Autozone - Full caliper only!!!
- Front $120 ($35 Core charge) 1-3 Days
- Rear - Isn't listed


----------



## nosidefcp (Dec 24, 2010)

thanks for the help. the problem with carid is that i try to set up new account when in "confirm your email", i cant, dont know why, write the "@" in the email. only in email confirmation...


----------



## iTz SADISTIK (Apr 6, 2014)

I just got through it to the payment section. Ensure your email address match otherwise you'll get that error.

Also, checkout as a guest don't create an account. The order details will be in your email as will the shipping details.


----------



## 2013LT (Jul 3, 2013)

Check rock auto. 

With them an OEM caliper is 85 dollars. RockAuto Parts Catalog[ID]=0&ck[idlist]=0&ck[viewcurrency]=CAD&ck[PHP_SESSION_ID]=fi5ckso4h8ga7blumsha3raa67

I couldn't find a piston but I'm sure it's on there somewhere. However if you don't trust or can't find a piston a caliper replacement is very simple.

Best part of that caliper is it's OEM. Not sure what shipping will cost you though.


----------



## SneakerFix (Jul 28, 2013)

eBay has stock calipers for under 100. Also how did your friend damage the stock one?


----------



## nosidefcp (Dec 24, 2010)

he is a retarded. he grabbed a hammer and in a attempt to recoil the piston, he broke the piston in pieces...

ive found a piston in ebay Disc Brake Caliper Piston Front Centric 145.60013 | eBay

can anyone confirm if this will fit my cruze model?i have a european 2010 2.0 LT diesel 150hp. thanks


----------



## iTz SADISTIK (Apr 6, 2014)

Can't access Ebay at work! Are you in Europe? Guess my auto stores won't serve you much purpose...


----------



## 2013LT (Jul 3, 2013)

Confirmation here will be difficult.

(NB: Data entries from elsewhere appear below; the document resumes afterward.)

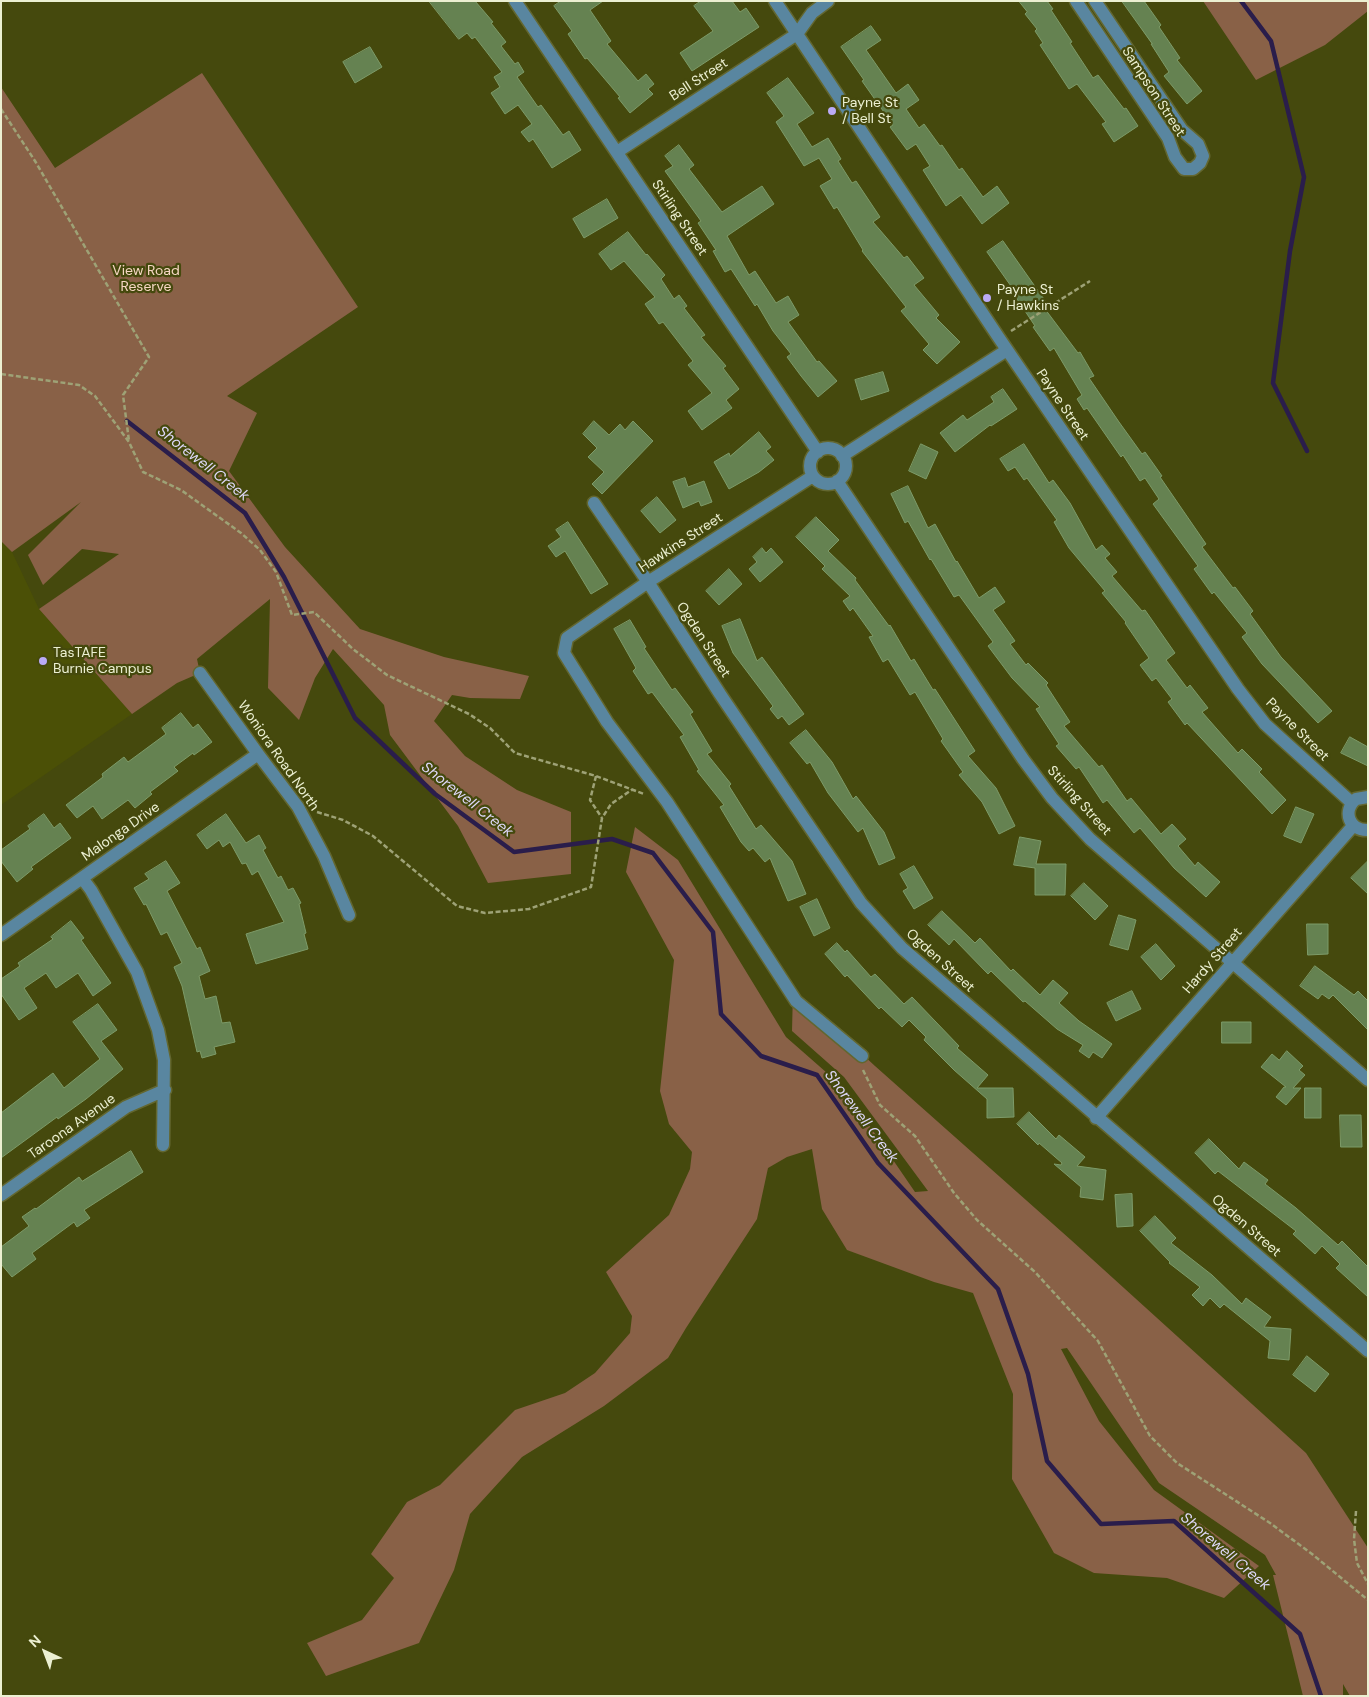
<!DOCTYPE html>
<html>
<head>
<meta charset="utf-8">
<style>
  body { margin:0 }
  #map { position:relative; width:1369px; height:1697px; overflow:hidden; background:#45490d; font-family:"DM Sans",sans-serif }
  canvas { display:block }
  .frame { position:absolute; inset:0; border:2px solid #ecf0d2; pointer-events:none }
  .north { position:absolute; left:20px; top:1627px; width:50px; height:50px; -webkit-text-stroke:4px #45490d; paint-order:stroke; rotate:317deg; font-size:14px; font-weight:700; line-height:20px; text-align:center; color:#ecf0d2 }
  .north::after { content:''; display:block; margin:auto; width:18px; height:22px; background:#ecf0d2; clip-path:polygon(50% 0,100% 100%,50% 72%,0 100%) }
</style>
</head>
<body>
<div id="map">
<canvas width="1369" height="1697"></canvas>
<div class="frame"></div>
<div class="north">N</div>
</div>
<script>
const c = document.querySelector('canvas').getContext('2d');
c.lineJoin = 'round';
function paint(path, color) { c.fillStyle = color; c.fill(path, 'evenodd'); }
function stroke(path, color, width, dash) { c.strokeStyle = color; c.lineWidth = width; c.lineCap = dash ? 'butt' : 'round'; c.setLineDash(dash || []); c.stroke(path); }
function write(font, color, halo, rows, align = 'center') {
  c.font = font + ' "DM Sans",sans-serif'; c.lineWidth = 4.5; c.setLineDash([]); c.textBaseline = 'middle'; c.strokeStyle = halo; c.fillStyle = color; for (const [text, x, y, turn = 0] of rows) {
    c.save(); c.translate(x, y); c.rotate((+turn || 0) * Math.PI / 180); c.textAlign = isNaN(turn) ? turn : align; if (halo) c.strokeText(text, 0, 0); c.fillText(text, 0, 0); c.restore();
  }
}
paint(new Path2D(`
  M1,541L12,552L39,609L132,714L1,805Z`), '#4b5006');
paint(new Path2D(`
  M1203,1H1368V11L1325,45L1256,80Z
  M202,73L358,307L227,396L257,413L229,471L285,547L360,629L444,657L529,676L520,699L470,698L452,695L434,721L465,756L517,790L571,812V874L488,883L458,826L390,735L384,705L333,649L315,678L299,720L268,688L270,599L197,659L200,673L177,683L132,714L39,609L119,554L82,549L43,585L28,555L81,502L12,552L1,541V87L55,168Z
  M635,827L678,860L786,1037L843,1087L915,1192L928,1191L844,1077L792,1031L793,990L875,1066L1071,1240L1306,1453L1368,1548V1696H1350L1343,1684V1696H1303L1273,1575H1276L1265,1555L1159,1483L1067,1348L1061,1349L1099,1421L1154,1490L1259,1566L1224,1598L1167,1578L1094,1573L1054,1553L1012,1479L1013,1394L973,1293L934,1282L847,1250L822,1209L812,1149L787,1157L768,1168L757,1219L686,1328L668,1358L604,1406L522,1457L470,1514L454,1570L419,1643L326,1676L307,1643L362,1620L394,1578L371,1554L407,1502L440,1485L515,1410L565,1393L595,1373L630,1333L632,1316L606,1272L669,1215L690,1169L692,1152L669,1124L660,1091L674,960L626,872Z`), '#896147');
stroke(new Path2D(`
  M1241,1L1271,41L1304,177L1290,251L1273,383L1307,451
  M127,421L245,513L284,577L355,718L435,794L514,852L612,839L653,853L713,932L721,1014L761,1056L817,1075L878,1163L998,1289L1028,1374L1047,1461L1101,1524L1174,1521L1300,1634L1321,1696`), '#2a1d4b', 4.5);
const building = new Path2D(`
  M429,1H475L493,22L491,23L506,42L501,46L515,64L518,62L524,72L517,77L538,107L541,105L563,135L569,131L581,150L552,168L533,139L529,142L521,132L532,124L518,105L505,114L491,93L500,87L494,77L502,72L475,37L472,39L467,33L459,39Z
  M561,1H603L590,10L611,41L607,44L638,81L646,74L654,84L648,89L653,94L630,113L618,98L620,97L587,58L585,59L568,34L572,31L554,6Z
  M701,1H732L740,12L746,8L759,27L692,71L680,53L713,31L694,6Z
  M1019,1H1047L1053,9L1051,10L1072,42L1070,43L1093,78L1098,75L1124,109L1126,108L1138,126L1114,142L1102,124L1106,122L1077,84L1069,89L1040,45L1043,43L1035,31L1037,29L1025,14L1027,12Z
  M1122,1H1144L1161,25L1159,27L1180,58L1177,60L1202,91L1187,104L1164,76L1169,72L1151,44H1152Z
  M871,26L881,40L866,50L896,93L908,84L919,100L906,109L919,128L924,124L940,146L942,145L959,170L962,168L983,197L997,186L1009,203L982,224L961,195L946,206L923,170L930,166L916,144L907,150L890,127L893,125L862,81L864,80L841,47Z
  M370,47L382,67L355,83L343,62Z
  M788,78L814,113L797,124L812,147L828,138L841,159L838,161L852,183L856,181L880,217L873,222L904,258L907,256L924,278L914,285L939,315L936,318L960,342L937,364L923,350L929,344L901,311L906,307L862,251L863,250L837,207L834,209L820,186L832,179L819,158L804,166L776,122L784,116L767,93Z
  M679,145L694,165L689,169L722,212L762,186L774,204L727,236L749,275L755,271L776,303L788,296L799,315L788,322L817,362L819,361L837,381L818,397L801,376L787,357L791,354L773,331L757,304L755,306L731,269L725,272L713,251L716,250L698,223L701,221L665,171L673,166L665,156Z
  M607,199L618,218L584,238L573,219Z
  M628,232L646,255L647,254L665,275L661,279L674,299L679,295L687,306L684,308L705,335L701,337L726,366L723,368L739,389L726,400L732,408L702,430L688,411L712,393L688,365L693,361L663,322L659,324L645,304L655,297L624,261L611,270L599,254Z
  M1003,241L1046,302L1042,305L1078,353L1080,352L1094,376L1089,378L1119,422L1142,454L1145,452L1162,476L1160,477L1206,544L1202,547L1233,588L1235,587L1253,611L1250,614L1281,657L1332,711L1318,723L1262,664L1242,637L1247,633L1214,592L1212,594L1194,569L1198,566L1153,504L1159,499L1145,478L1140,481L1123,455L1121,457L1087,408L1084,410L1077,399L1082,395L1054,348L1050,351L1033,327L1035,326L1011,290L1013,289L987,252Z
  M883,372L889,391L861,400L855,380Z
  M1003,389L1017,409L991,426L990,425L955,452L940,433L963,415L967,420L994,402L991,397Z
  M594,421L609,435L620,424L625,430L633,421L653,441L602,494L592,484L604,472L588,457L597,448L583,434Z
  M759,432L771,447L766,451L774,460L759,472L729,489L714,462L729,453L730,456Z
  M921,444L938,452L926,479L909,471Z
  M1024,444L1049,483L1053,480L1070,503L1096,550L1102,545L1110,554L1105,558L1117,572L1112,576L1142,611L1145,610L1175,653L1166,660L1187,688L1190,685L1208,708L1202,712L1238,753L1242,749L1262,769L1259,772L1286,800L1272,814L1187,723L1185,725L1168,702L1172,699L1156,678L1152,681L1140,665L1149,658L1125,623L1126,622L1102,593L1105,591L1069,548L1054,522L1057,520L1027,478L1024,480L1015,467L1008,471L1000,459Z
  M685,478L688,487L704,481L712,502L701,506L699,501L683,508L673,482Z
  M908,486L928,528L935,524L956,562L957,561L979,598L995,587L1005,602L993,610L1015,641L1010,644L1026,665L1028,663L1048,683L1046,685L1070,722L1064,726L1099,767L1102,765L1127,801L1131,798L1161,834L1172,824L1186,839L1178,846L1195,866L1198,862L1220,882L1206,897L1174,868L1140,828L1134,833L1107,800L1103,803L1079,767L1076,769L1056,746L1059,744L1036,709L1040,707L1012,678L988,646L993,642L959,595L954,597L931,559L930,560L908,521L905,523L891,494Z
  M657,497L676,520L660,533L641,511Z
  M816,517L839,540L828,551L856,578L855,580L889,626L890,625L911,661L914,659L933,690L935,689L975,751L968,756L996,788L1015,826L999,834L982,802L959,775L963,772L941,741L943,739L915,692L910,695L888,659L883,662L869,637L873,636L853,608L850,611L843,601L850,596L822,569L825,566L796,537Z
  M568,522L608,584L591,594L565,551L556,557L548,546L561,537L556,530Z
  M762,548L766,553L771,548L783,562L760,582L749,569L757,562L753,557Z
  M729,569L742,584L719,605L706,591Z
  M740,619L757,661L762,657L804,714L789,725L782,716L778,719L770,709L773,706L733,653L722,626Z
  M630,620L646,647L644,648L672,690L675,688L693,712L690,714L712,751L707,754L731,784L729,786L756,829L761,825L792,861L806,894L788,901L770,858L765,862L753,848L749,851L741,842L720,807L724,805L697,771L699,770L680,737L684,735L652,692L648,694L633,671L636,668L614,629Z
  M181,713L193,728L198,724L212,742L194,755L193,753L174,767L178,771L150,792L152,794L135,808L128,800L102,819L93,806L77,818L66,805L103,777L102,774L124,757L128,762L166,734L162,728Z
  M806,730L832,762L853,799L856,796L884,832L895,858L879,865L863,828L858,832L828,793L810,762L807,764L790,743Z
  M1350,737L1368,747V766L1341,753Z
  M1296,807L1314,814L1301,843L1284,836Z
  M44,814L54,828L60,823L71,838L31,867L33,869L17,882L1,861V850L30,829L28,826Z
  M226,814L246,843L259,835L266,848L263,850L278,878L281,876L288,890L293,888L301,903L299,904L306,933L304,934L308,949L256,964L246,934L284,922L258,871L252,875L246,863L242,864L230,842L223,847L219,840L207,849L197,835Z
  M1020,837L1041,841L1036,864H1066L1065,895H1035V868L1014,865Z
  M166,861L180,883L167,891L197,949L200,947L210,971L199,976L205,999L216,996L222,1023L230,1022L235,1042L214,1047L216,1054L202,1058L200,1051L197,1052L182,986L174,967L182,963L167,932L161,935L146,904L144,905L134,888L149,879L145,874Z
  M1368,861V894L1351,878Z
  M914,866L933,898L914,909L903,891L908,888L900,874Z
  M1084,883L1108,906L1095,920L1071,896Z
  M817,899L830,928L814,936L800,907Z
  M942,911L975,943L980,938L1011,971L1013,969L1040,995L1053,980L1068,993L1059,1003L1079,1021L1112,1044L1102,1058L1093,1052L1089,1058L1079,1051L1083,1045L1057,1029L1025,1001L1023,1002L991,971L988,974L954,939L949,945L928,925Z
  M1119,915L1136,920L1128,950L1110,945Z
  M71,921L84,938L81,940L111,983L93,996L78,973L56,988L46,973L24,988L37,1008L19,1020L1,994V979L20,966L18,963L53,939L51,937Z
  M1307,924H1328V954L1308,955Z
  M837,943L845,952L847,950L871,977L875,974L904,1004L912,997L959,1046L957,1048L988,1075L977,1088H1013L1014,1117L987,1118V1099L954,1070L924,1040L926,1037L909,1020L902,1027L881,1007L879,1009L847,975L845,977L825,954Z
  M1156,944L1175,966L1161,980L1141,957Z
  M1315,966L1354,995L1358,991L1368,1001V1030L1333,995L1329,999L1322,994L1318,999L1300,986Z
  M1132,991L1141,1009L1116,1021L1107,1003Z
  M98,1004L117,1030L101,1041L123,1069L86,1099L58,1119L57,1117L1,1158V1113L53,1073L64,1088L100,1059L73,1022Z
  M1222,1022H1251V1043H1222Z
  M1287,1051L1303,1066L1299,1070L1305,1075L1293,1088H1301L1286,1105L1276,1097L1284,1087H1286L1261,1067L1272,1054L1279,1060Z
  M1305,1088H1321V1118H1305Z
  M1029,1112L1056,1139L1059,1135L1085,1157L1077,1166L1106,1170L1103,1200L1080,1197L1081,1187L1054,1164L1061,1165L1062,1163L1039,1143L1038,1145L1017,1124Z
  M1340,1115H1361L1362,1147H1341Z
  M1209,1139L1239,1169L1244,1162L1268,1180L1265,1184L1296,1208L1338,1245L1342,1241L1368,1267V1297L1336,1268L1340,1264L1322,1246L1315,1254L1293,1234L1296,1231L1218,1171L1215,1174L1195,1153Z
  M131,1151L143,1172L84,1210L90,1218L77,1227L74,1222L32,1253L36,1259L12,1277L1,1264V1247L29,1226L22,1217L35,1208L36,1209L79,1177L82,1181Z
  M1132,1194L1133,1226L1117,1227L1115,1195Z
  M1155,1216L1176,1238L1171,1243L1212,1275L1242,1304L1246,1298L1271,1317L1264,1327L1291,1329L1289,1360L1268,1358L1270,1341L1224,1304L1220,1308L1210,1298L1203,1306L1192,1295L1200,1287L1169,1263L1170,1262L1140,1231Z
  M1307,1356L1329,1374L1315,1392L1293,1375Z`);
paint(building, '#658251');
stroke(building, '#7d9b69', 1);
const minor = new Path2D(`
  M515,1L818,452
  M775,1L999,338L1238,689L1265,724L1352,803
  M1076,1L1168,138L1175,157L1184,169H1193L1200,163L1203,156L1198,144L1182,130L1095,1
  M617,152L797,34L812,13L828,1
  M810 466a18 18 0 1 1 36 0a18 18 0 1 1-36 0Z
  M842,456L1007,350
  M813,476L648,582L567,638L564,653L607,722L667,802L796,1001L862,1056
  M837,481L1023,759L1052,798L1090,839L1368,1080
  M594,503L648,582L720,694L861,903L902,948L1368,1351
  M200,673L258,754L298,807L324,856L349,915
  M1368,797L1356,799C1342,811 1349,831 1368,830
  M82,878L91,890L137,972L158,1030L164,1060L163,1145
  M1,935L258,754
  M1096,1118L1353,826
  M1,1195L126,1107L165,1090`);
stroke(minor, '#636730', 15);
stroke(new Path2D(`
  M1,109L35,161L149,357L123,395L129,441
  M1011,331L1090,281
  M1,374L79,385L95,396L129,442L143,472L181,490L241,533L260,550L276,572L292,615L314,612L353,649L387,675L469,714L490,728L515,753L596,776L644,794
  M596,776L590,800L602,818
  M317,812L343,820L373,836L457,906L485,913L529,909L591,887L602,818L611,804L633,789
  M863,1070L880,1105L915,1136L954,1193L977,1220L1035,1272L1098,1341L1150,1436L1177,1463L1270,1523L1312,1554L1368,1600
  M1356,1511L1354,1539L1357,1563L1368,1584`), '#9ea276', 2.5, [5, 2.5]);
stroke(minor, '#5986a0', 12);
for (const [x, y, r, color] of [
  [832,111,5,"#baaaf6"],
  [987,298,5,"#baaaf6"],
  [43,661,5,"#baaaf6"]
]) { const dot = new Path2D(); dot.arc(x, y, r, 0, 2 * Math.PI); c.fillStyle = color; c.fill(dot); stroke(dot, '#45490d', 2); }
write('14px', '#ecf0d2', '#45490d', [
  ["Bell Street",699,80,-33],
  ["Sampson Street",1153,92,57],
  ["Stirling Street",679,218,56],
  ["Payne Street",1062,405,56],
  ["Hawkins Street",681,543,-33],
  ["Ogden Street",703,640,57],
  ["Payne Street",1297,730,45],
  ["Woniora Road North",278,756,55],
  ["Stirling Street",1079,801,48],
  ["Malonga Drive",121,832,-35],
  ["Ogden Street",940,961,42],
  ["Hardy Street",1213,961,-49],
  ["Taroona Avenue",72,1127,-35],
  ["Ogden Street",1246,1226,41]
]);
write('14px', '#ecf0d2', '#45490d', [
  ["Payne St",842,103],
  ["/ Bell St",842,119],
  ["Payne St",997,290],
  ["/ Hawkins",997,306],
  ["TasTAFE",53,653],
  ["Burnie Campus",53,669]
], 'left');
write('14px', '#f7d7c4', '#45490d', [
  ["View Road",146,271],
  ["Reserve",146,287]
]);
write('italic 15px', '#ded8f9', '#45490d', [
  ["Shorewell Creek",203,464,38],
  ["Shorewell Creek",467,800,38],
  ["Shorewell Creek",861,1117,53],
  ["Shorewell Creek",1225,1552,40]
]);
</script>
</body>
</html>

Not a lot of people here with the euro 2.0 diesel but I really hope someone can help. Have you tried the dealership? Not sure if they sell rebuild kits. Definitely the wrong way to return the piston


----------



## SneakerFix (Jul 28, 2013)

If you have the 300mm spec rotors that will fit


----------



## nosidefcp (Dec 24, 2010)

yes, my cruze have 300m brake discs...so i guess that will fit right?i just wanna punch my friend...


----------



## iTz SADISTIK (Apr 6, 2014)

nosidefcp said:


> yes, my cruze have 300m brake discs...so i guess that will fit right?i just wanna punch my friend...


----------



## nosidefcp (Dec 24, 2010)

quick one, the brake caliper oem manufacturer is ATE brakes. the cruze brake caliper has a 60mm piston. i guess i can buy the piston in the links below to replace the damaged one since its a ATE 60mm piston, right?

Speedparts Sweden - Piston caliper ATE 60mm

Piston, brake caliper (ATE , 13.8110-6002.1): Parts - Bestpartstore.co.uk


----------